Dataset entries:

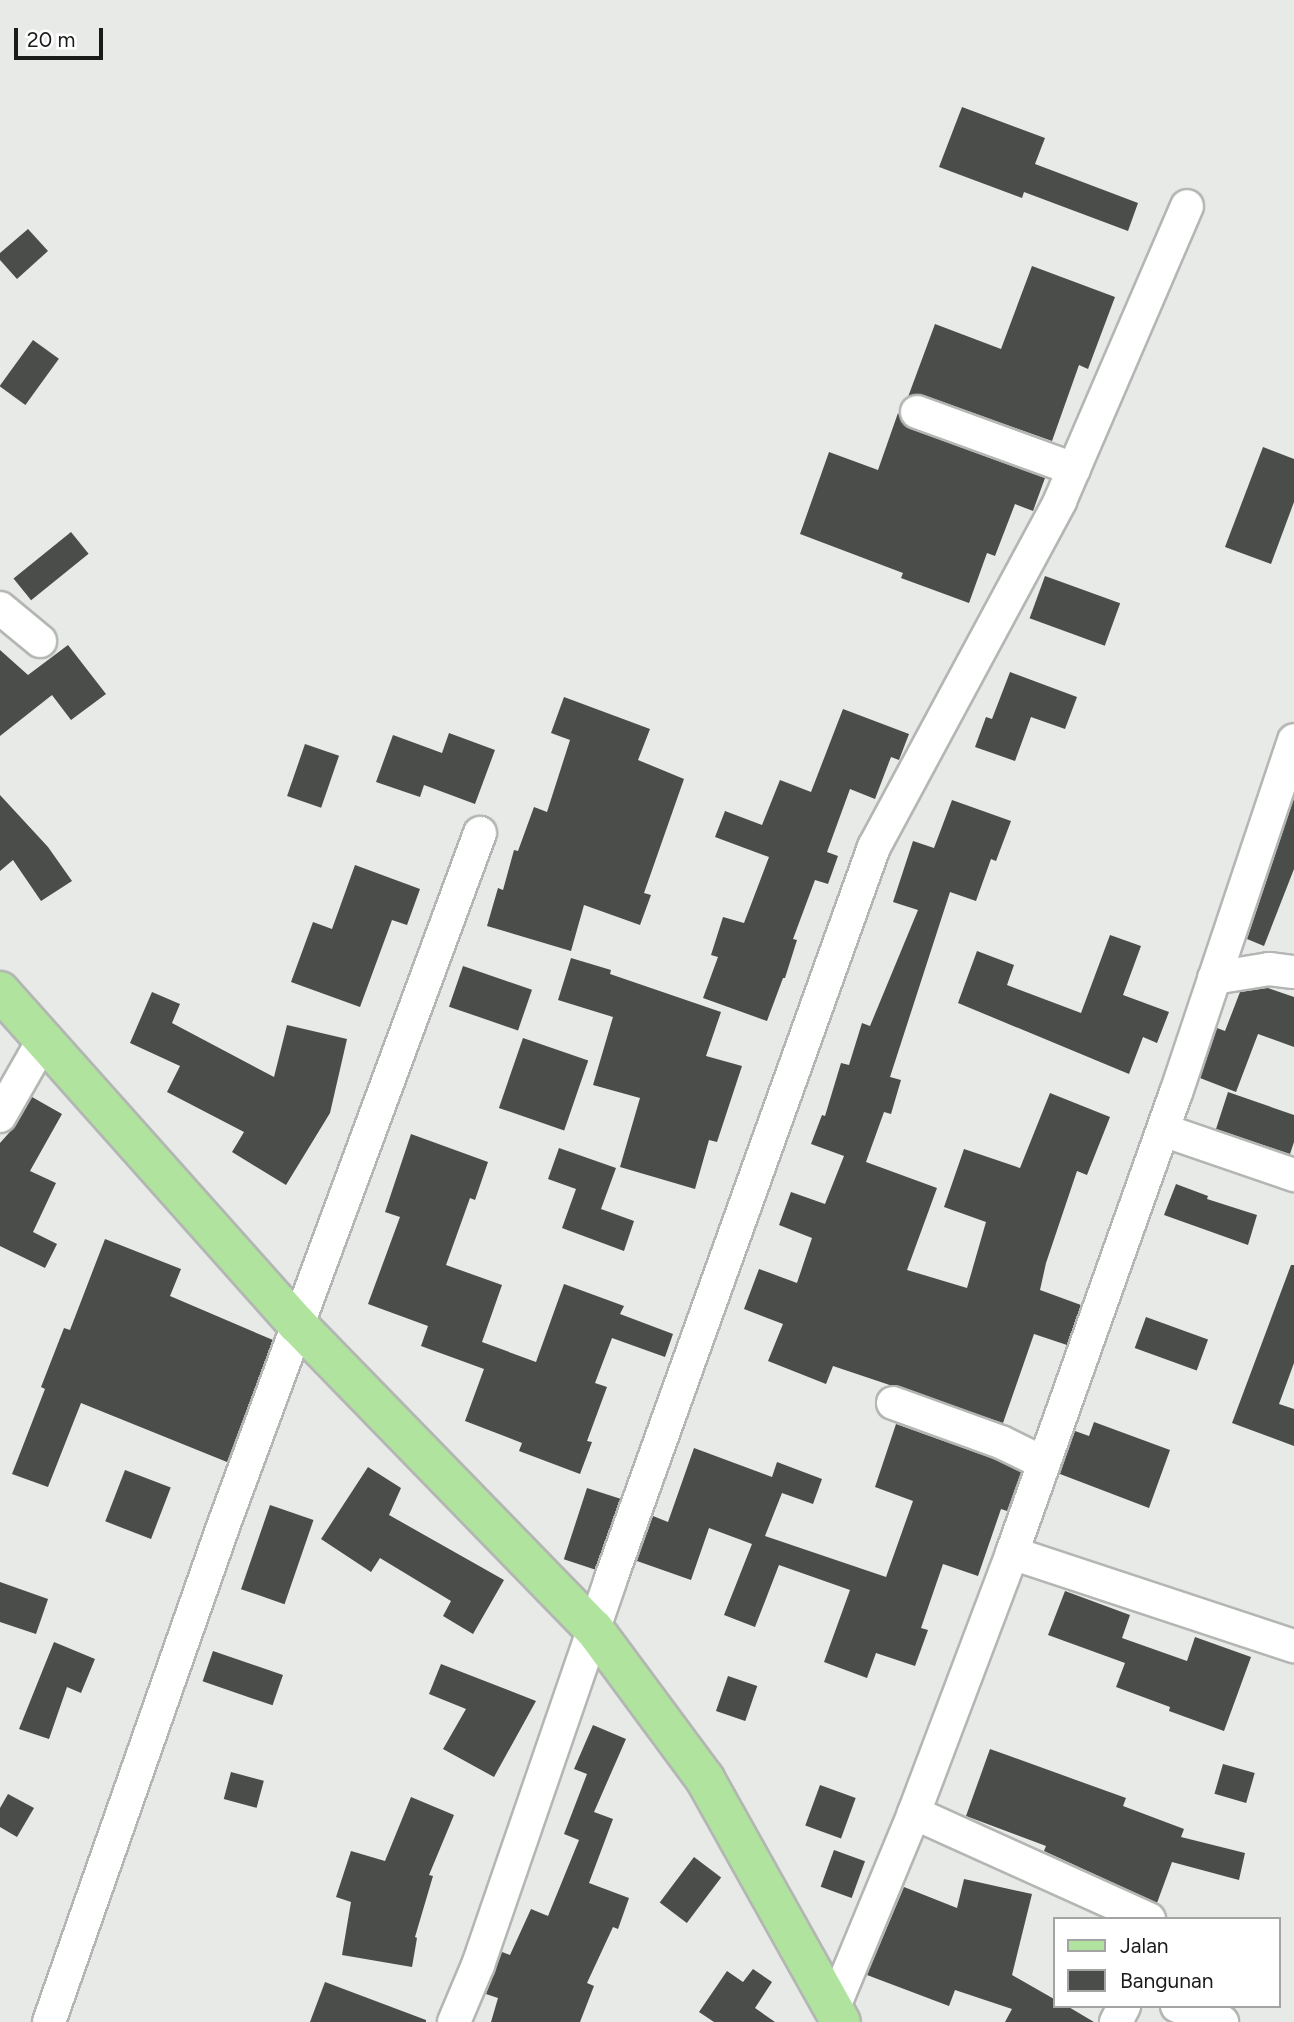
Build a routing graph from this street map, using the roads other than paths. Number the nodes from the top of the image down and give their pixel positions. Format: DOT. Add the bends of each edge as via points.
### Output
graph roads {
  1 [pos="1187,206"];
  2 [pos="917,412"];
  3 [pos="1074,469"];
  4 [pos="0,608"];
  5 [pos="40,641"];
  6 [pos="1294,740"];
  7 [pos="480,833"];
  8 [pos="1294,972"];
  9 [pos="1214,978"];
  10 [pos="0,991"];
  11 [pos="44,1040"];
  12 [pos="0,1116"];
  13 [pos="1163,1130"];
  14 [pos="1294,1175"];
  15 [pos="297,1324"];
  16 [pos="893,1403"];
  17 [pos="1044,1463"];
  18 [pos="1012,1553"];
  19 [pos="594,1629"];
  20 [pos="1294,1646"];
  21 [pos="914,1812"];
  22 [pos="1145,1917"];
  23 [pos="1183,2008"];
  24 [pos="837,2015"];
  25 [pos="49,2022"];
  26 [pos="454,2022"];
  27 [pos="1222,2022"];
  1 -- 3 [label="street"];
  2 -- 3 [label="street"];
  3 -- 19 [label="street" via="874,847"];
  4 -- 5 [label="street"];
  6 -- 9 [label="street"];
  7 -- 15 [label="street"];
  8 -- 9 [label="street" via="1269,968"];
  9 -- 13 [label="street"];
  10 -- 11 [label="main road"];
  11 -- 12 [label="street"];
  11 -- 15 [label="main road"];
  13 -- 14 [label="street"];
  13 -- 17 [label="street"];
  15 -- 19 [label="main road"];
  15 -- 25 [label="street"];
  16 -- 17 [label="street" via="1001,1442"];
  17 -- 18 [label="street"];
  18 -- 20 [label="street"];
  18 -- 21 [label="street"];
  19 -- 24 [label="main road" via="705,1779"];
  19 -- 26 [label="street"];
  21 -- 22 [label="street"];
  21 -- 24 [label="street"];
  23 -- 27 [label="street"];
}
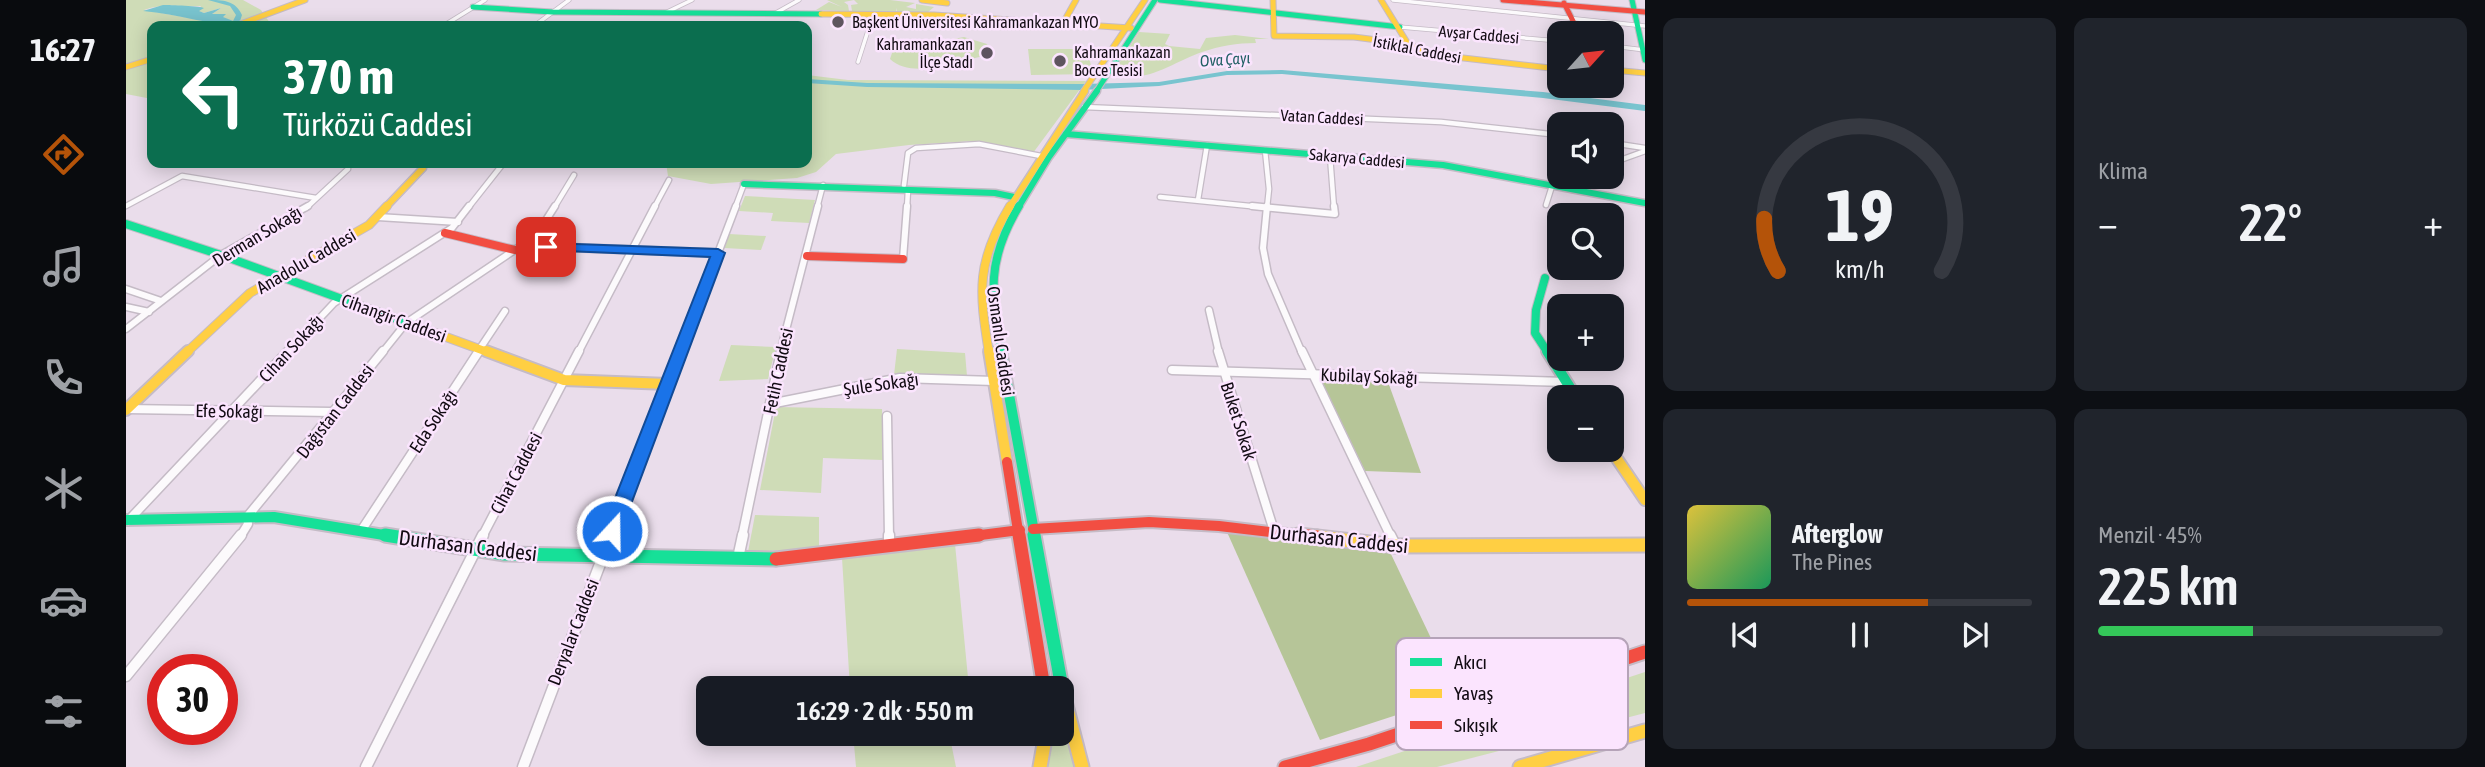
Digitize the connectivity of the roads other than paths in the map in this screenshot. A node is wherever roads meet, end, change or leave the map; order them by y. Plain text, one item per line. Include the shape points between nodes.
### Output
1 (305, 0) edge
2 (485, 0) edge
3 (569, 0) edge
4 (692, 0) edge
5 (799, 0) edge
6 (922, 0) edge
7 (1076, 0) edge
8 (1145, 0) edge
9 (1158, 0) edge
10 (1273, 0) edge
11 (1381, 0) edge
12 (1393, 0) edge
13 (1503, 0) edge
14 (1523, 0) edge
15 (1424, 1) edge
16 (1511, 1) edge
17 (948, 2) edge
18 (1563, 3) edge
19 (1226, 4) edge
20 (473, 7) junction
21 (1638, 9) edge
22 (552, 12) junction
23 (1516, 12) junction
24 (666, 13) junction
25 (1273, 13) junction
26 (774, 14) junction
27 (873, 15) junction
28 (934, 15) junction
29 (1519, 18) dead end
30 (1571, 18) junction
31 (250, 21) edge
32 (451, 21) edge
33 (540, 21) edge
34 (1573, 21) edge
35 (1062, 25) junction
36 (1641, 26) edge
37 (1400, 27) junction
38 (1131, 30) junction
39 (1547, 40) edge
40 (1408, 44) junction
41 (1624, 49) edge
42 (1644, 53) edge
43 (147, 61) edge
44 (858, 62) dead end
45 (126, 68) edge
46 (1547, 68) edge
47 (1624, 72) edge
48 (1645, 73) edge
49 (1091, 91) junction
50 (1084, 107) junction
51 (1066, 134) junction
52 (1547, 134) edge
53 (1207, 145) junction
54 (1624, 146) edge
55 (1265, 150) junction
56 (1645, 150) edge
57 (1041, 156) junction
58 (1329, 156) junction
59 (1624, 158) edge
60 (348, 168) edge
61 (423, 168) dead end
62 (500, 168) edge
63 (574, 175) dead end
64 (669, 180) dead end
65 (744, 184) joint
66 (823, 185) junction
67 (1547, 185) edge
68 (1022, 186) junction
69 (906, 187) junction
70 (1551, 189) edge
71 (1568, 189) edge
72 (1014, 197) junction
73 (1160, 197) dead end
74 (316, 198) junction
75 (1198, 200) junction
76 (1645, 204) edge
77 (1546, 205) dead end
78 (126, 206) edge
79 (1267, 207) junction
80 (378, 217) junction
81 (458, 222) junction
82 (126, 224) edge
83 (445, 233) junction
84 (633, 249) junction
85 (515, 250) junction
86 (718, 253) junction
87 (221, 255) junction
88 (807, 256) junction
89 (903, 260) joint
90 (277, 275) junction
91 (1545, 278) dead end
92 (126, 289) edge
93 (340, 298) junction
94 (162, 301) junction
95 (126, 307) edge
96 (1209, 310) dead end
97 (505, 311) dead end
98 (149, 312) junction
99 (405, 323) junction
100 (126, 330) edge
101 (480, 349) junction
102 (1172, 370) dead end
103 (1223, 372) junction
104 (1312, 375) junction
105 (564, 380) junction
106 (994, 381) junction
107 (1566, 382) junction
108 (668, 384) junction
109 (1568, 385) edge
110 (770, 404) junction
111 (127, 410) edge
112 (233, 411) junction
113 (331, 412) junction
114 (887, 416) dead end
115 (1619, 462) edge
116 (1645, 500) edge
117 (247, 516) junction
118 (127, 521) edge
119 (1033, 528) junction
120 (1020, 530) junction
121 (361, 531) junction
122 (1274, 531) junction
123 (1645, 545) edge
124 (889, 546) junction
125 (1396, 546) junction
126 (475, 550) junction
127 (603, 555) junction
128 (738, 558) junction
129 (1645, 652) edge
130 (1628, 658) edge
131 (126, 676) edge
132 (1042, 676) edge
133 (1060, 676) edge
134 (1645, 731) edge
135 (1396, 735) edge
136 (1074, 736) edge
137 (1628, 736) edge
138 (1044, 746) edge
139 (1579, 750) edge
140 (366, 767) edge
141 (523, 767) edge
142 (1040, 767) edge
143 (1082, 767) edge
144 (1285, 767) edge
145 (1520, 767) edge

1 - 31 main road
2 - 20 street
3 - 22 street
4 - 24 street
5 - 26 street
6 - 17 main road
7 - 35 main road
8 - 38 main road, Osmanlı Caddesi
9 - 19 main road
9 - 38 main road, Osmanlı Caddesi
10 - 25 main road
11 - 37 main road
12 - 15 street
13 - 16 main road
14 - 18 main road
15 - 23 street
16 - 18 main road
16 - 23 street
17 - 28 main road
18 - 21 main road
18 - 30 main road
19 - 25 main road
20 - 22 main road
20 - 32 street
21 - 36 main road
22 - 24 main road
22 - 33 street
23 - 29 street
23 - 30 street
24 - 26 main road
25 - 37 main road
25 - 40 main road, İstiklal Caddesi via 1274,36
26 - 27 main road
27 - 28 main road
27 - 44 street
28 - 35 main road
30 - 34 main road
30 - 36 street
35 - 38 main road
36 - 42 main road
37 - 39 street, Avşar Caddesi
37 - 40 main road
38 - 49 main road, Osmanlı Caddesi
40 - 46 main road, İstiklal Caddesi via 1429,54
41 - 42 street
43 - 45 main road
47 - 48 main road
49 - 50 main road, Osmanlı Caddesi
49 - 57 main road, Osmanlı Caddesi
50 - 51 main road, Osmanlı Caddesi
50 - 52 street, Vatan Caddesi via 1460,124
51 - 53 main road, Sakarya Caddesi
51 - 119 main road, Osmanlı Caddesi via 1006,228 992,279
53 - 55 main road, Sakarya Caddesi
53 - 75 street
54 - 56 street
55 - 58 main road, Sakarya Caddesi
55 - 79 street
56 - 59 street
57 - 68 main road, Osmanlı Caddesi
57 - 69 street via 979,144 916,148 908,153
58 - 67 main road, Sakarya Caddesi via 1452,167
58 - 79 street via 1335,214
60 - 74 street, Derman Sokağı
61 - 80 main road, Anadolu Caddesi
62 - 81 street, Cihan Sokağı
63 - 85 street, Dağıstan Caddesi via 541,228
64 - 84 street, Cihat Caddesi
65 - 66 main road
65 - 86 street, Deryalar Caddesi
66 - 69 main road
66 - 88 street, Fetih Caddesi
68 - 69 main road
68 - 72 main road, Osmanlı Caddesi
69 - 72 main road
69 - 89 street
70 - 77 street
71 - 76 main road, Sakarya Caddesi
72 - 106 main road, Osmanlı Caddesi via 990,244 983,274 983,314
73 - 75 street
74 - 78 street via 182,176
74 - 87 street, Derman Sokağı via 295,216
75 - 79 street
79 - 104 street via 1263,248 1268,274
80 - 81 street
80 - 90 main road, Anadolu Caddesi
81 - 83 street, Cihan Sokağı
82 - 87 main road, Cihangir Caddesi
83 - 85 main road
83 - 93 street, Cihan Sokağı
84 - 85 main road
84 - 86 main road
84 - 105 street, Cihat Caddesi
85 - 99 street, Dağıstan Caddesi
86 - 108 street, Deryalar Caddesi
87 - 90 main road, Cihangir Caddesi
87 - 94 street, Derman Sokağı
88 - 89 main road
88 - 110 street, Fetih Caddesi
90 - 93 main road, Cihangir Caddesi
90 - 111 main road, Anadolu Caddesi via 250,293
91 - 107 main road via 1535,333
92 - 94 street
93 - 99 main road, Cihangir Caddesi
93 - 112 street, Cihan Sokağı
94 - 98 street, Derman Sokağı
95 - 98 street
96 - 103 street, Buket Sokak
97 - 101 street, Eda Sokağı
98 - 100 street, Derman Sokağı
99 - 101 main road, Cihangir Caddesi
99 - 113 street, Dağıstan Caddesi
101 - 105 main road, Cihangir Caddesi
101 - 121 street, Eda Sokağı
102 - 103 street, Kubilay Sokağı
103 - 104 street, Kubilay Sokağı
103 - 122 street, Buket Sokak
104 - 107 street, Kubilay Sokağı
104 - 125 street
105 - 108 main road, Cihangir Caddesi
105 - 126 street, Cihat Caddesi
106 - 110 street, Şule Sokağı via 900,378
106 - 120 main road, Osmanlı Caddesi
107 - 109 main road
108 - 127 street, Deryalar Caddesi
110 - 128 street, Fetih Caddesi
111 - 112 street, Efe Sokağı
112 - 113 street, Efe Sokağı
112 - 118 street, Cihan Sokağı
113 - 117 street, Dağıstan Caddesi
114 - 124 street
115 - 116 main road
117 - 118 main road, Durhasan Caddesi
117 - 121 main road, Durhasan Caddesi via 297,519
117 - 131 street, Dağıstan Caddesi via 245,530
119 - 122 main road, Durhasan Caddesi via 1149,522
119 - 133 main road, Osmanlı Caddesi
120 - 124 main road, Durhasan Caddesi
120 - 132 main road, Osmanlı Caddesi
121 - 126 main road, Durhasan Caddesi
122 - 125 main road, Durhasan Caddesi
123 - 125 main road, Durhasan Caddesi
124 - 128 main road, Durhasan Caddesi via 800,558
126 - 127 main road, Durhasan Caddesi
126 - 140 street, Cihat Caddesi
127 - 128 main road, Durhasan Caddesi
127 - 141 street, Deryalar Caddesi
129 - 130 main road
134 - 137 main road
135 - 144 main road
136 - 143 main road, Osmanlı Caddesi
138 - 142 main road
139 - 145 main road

» **WHAT YOU SHOULD DO**: Report, from the entries above, each line where "İstiklal" is found.

» **RESPONSE AREA**:
25 - 40 main road, İstiklal Caddesi via 1274,36
40 - 46 main road, İstiklal Caddesi via 1429,54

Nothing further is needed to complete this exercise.